Collected data entries:
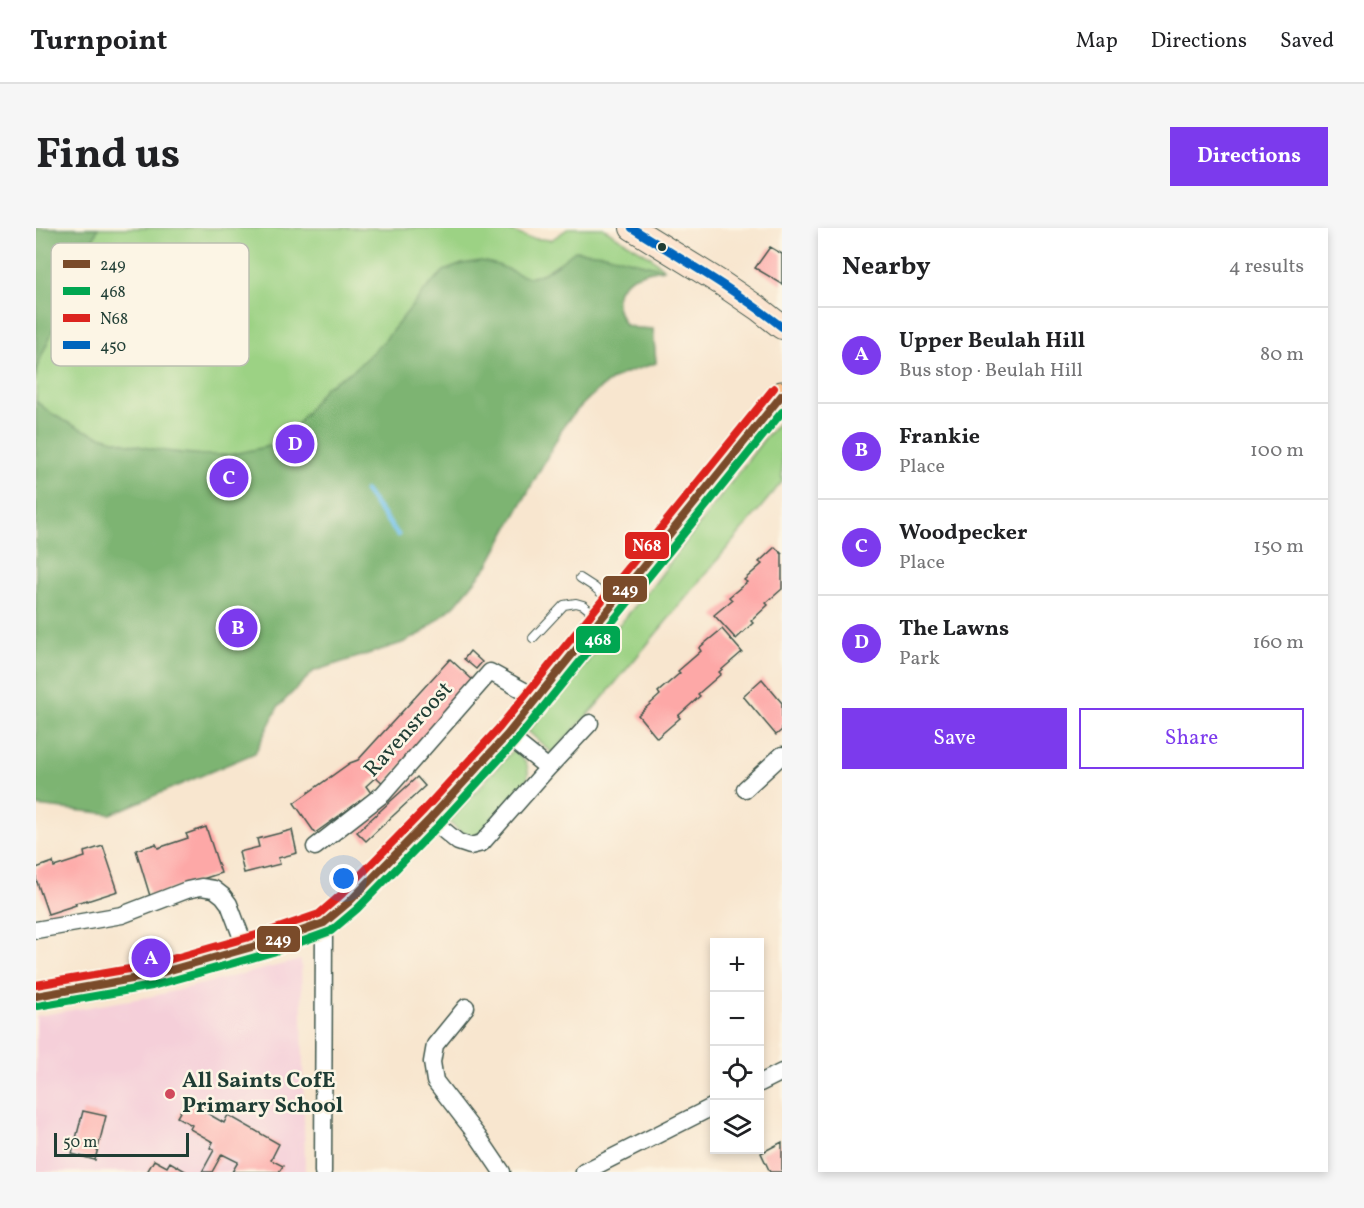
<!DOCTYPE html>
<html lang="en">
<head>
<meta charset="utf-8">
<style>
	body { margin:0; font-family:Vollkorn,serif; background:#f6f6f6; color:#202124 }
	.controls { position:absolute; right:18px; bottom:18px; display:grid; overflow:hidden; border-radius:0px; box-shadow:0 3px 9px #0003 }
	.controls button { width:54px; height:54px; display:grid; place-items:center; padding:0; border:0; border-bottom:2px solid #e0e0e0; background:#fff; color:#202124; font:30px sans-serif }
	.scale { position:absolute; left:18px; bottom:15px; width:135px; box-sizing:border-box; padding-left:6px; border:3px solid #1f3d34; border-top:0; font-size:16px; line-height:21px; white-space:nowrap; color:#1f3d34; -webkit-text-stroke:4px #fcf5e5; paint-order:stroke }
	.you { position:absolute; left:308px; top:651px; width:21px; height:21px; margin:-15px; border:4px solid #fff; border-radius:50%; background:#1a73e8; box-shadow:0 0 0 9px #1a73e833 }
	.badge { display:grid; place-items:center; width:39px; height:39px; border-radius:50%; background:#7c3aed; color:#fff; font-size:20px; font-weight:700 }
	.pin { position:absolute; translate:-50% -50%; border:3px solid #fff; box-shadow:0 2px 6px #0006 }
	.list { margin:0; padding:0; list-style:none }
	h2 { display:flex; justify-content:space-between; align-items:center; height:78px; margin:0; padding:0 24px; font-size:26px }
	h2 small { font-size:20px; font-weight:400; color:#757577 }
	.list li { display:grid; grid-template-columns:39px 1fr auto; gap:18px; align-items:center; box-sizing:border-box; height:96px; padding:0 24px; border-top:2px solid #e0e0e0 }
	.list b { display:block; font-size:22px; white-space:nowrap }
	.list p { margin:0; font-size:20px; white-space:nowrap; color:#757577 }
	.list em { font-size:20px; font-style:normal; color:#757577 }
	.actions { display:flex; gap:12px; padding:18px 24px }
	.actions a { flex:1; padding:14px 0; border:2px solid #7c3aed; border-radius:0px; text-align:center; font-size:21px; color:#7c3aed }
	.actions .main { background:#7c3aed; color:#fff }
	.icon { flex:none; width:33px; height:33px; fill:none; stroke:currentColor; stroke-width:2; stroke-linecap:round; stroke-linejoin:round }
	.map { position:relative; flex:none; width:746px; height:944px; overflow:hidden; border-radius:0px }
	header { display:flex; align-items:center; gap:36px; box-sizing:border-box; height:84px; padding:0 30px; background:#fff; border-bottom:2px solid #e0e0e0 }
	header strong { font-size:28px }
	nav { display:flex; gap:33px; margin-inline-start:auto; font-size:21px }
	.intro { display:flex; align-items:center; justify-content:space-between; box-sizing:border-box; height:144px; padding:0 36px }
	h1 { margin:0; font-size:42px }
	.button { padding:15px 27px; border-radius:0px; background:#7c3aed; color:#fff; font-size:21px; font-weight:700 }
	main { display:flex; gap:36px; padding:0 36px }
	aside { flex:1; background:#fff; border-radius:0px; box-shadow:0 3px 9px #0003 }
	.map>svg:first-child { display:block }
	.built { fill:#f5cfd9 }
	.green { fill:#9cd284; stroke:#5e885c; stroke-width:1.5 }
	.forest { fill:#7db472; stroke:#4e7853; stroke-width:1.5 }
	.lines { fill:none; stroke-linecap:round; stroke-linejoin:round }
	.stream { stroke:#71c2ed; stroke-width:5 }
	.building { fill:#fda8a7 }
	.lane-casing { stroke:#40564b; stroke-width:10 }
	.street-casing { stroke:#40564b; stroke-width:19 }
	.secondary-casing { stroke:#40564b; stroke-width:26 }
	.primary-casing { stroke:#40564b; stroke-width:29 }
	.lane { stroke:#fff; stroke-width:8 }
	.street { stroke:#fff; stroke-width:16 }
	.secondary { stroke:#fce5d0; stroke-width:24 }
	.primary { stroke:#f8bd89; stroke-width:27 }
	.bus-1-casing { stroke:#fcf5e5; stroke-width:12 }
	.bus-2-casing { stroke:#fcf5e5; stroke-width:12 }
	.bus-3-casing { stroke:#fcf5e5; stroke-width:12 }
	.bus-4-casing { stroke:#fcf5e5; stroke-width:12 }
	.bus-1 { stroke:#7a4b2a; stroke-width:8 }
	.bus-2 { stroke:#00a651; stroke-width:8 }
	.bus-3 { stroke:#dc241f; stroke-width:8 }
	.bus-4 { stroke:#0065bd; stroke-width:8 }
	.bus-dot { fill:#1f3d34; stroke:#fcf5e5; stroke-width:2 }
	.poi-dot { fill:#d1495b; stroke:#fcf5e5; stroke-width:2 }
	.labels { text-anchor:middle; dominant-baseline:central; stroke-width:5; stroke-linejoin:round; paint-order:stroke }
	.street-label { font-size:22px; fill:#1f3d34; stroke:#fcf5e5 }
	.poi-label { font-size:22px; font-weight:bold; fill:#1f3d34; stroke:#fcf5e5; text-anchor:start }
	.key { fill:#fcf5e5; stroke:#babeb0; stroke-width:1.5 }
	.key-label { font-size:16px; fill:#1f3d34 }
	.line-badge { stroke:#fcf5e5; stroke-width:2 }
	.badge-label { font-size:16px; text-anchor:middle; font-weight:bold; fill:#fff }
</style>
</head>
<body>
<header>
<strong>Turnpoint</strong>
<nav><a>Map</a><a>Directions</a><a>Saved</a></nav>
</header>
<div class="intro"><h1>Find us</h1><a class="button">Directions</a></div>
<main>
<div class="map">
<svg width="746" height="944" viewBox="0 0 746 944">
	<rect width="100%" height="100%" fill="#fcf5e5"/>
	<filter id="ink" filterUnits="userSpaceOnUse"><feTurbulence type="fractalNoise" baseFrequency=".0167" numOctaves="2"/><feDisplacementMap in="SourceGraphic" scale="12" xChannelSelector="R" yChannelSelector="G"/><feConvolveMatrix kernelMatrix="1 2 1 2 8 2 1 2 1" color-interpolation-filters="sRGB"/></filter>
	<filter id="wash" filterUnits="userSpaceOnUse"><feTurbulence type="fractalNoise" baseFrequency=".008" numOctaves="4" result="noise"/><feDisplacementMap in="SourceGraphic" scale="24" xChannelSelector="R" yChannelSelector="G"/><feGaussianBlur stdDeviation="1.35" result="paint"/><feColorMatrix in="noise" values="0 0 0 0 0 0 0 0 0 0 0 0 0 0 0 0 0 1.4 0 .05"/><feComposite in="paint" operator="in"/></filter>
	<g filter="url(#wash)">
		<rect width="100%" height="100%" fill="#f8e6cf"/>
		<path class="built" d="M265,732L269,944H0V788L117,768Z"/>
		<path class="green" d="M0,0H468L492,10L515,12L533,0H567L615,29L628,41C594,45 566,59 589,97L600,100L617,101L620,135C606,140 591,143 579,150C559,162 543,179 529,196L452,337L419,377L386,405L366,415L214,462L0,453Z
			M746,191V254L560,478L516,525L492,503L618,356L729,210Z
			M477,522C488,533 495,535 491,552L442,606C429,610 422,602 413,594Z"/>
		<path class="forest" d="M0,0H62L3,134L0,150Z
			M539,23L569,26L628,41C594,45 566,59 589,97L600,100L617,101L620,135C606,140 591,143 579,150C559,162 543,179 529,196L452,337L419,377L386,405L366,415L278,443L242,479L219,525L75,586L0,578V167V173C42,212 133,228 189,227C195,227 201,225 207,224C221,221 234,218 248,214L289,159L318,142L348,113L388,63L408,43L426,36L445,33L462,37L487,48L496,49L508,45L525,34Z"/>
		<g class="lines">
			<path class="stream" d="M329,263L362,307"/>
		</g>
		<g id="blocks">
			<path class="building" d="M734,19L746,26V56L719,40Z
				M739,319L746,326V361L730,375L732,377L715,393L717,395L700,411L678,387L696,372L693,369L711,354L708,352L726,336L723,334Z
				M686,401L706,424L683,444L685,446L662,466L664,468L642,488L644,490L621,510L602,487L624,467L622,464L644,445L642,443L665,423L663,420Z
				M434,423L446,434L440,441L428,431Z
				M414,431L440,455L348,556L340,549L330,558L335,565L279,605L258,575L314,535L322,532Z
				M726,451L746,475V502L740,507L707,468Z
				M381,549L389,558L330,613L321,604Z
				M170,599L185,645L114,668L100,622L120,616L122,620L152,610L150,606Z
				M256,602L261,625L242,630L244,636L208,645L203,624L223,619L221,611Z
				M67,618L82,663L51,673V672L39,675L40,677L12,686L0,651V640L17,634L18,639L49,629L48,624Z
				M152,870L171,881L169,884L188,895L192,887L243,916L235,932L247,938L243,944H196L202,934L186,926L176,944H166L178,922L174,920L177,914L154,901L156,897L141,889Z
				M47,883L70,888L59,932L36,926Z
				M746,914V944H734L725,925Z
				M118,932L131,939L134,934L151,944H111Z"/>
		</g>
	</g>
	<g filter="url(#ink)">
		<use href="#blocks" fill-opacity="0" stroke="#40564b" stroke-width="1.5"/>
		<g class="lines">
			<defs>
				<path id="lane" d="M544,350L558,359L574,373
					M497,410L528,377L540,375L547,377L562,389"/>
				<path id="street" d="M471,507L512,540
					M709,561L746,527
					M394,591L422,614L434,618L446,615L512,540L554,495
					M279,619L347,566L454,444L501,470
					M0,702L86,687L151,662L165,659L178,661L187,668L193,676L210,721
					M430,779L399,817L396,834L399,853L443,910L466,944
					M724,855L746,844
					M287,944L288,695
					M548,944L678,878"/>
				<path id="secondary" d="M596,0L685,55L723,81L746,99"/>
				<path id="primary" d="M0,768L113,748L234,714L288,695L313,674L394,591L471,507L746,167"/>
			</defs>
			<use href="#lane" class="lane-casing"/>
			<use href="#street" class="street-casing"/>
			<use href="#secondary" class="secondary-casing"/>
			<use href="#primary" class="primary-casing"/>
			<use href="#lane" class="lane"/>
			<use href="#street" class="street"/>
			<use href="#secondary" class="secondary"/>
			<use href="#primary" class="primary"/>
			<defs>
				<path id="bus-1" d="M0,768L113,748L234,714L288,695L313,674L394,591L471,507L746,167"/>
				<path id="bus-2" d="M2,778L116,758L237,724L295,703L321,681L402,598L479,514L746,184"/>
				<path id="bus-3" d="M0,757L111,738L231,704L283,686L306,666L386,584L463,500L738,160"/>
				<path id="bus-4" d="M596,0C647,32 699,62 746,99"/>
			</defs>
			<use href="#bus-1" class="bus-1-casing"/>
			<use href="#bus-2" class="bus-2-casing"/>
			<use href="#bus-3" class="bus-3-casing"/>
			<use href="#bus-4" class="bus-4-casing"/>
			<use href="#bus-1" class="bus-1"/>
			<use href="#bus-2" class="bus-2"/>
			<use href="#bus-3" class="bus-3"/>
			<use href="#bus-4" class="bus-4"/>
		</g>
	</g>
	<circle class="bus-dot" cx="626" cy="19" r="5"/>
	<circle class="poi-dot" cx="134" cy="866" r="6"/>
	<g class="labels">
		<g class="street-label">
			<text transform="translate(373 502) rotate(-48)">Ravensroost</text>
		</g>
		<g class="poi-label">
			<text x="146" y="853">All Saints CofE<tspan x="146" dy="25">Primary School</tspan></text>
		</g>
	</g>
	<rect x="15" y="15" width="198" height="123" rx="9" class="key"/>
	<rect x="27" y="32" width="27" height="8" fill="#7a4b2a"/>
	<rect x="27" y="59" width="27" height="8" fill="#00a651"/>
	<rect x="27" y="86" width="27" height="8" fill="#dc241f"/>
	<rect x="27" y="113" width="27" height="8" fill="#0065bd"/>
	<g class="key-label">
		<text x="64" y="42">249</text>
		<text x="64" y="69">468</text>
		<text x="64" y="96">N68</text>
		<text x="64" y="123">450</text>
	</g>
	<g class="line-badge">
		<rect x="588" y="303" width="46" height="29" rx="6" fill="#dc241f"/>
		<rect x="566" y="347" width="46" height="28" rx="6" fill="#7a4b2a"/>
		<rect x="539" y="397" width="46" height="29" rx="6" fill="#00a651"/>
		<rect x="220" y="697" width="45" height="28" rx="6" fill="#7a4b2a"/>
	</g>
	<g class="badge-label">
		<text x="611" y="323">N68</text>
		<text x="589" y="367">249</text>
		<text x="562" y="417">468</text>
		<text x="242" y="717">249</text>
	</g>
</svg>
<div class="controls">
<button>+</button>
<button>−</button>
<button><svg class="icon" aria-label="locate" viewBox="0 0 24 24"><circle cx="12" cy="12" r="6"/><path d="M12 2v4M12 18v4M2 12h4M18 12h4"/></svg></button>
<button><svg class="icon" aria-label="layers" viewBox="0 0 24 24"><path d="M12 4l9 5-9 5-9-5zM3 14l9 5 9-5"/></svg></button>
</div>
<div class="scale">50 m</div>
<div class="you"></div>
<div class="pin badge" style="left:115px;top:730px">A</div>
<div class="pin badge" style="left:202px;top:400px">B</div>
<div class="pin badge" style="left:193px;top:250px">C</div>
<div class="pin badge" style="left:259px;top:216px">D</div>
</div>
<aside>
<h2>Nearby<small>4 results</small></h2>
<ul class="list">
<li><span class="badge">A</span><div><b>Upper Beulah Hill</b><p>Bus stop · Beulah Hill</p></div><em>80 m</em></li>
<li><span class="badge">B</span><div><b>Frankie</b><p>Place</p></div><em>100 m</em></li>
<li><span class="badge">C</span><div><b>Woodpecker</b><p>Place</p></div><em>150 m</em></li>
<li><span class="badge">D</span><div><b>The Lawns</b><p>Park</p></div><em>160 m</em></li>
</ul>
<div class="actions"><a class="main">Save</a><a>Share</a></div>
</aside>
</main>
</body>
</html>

▶ [Problem statement]: The lines from the start of the records above through the line that holds "flex:1; padding:14px 0;" are to be copied exactly, both ends included, and no pictures are to be copied.

▶ [Response below]:
<!DOCTYPE html>
<html lang="en">
<head>
<meta charset="utf-8">
<style>
	body { margin:0; font-family:Vollkorn,serif; background:#f6f6f6; color:#202124 }
	.controls { position:absolute; right:18px; bottom:18px; display:grid; overflow:hidden; border-radius:0px; box-shadow:0 3px 9px #0003 }
	.controls button { width:54px; height:54px; display:grid; place-items:center; padding:0; border:0; border-bottom:2px solid #e0e0e0; background:#fff; color:#202124; font:30px sans-serif }
	.scale { position:absolute; left:18px; bottom:15px; width:135px; box-sizing:border-box; padding-left:6px; border:3px solid #1f3d34; border-top:0; font-size:16px; line-height:21px; white-space:nowrap; color:#1f3d34; -webkit-text-stroke:4px #fcf5e5; paint-order:stroke }
	.you { position:absolute; left:308px; top:651px; width:21px; height:21px; margin:-15px; border:4px solid #fff; border-radius:50%; background:#1a73e8; box-shadow:0 0 0 9px #1a73e833 }
	.badge { display:grid; place-items:center; width:39px; height:39px; border-radius:50%; background:#7c3aed; color:#fff; font-size:20px; font-weight:700 }
	.pin { position:absolute; translate:-50% -50%; border:3px solid #fff; box-shadow:0 2px 6px #0006 }
	.list { margin:0; padding:0; list-style:none }
	h2 { display:flex; justify-content:space-between; align-items:center; height:78px; margin:0; padding:0 24px; font-size:26px }
	h2 small { font-size:20px; font-weight:400; color:#757577 }
	.list li { display:grid; grid-template-columns:39px 1fr auto; gap:18px; align-items:center; box-sizing:border-box; height:96px; padding:0 24px; border-top:2px solid #e0e0e0 }
	.list b { display:block; font-size:22px; white-space:nowrap }
	.list p { margin:0; font-size:20px; white-space:nowrap; color:#757577 }
	.list em { font-size:20px; font-style:normal; color:#757577 }
	.actions { display:flex; gap:12px; padding:18px 24px }
	.actions a { flex:1; padding:14px 0; border:2px solid #7c3aed; border-radius:0px; text-align:center; font-size:21px; color:#7c3aed }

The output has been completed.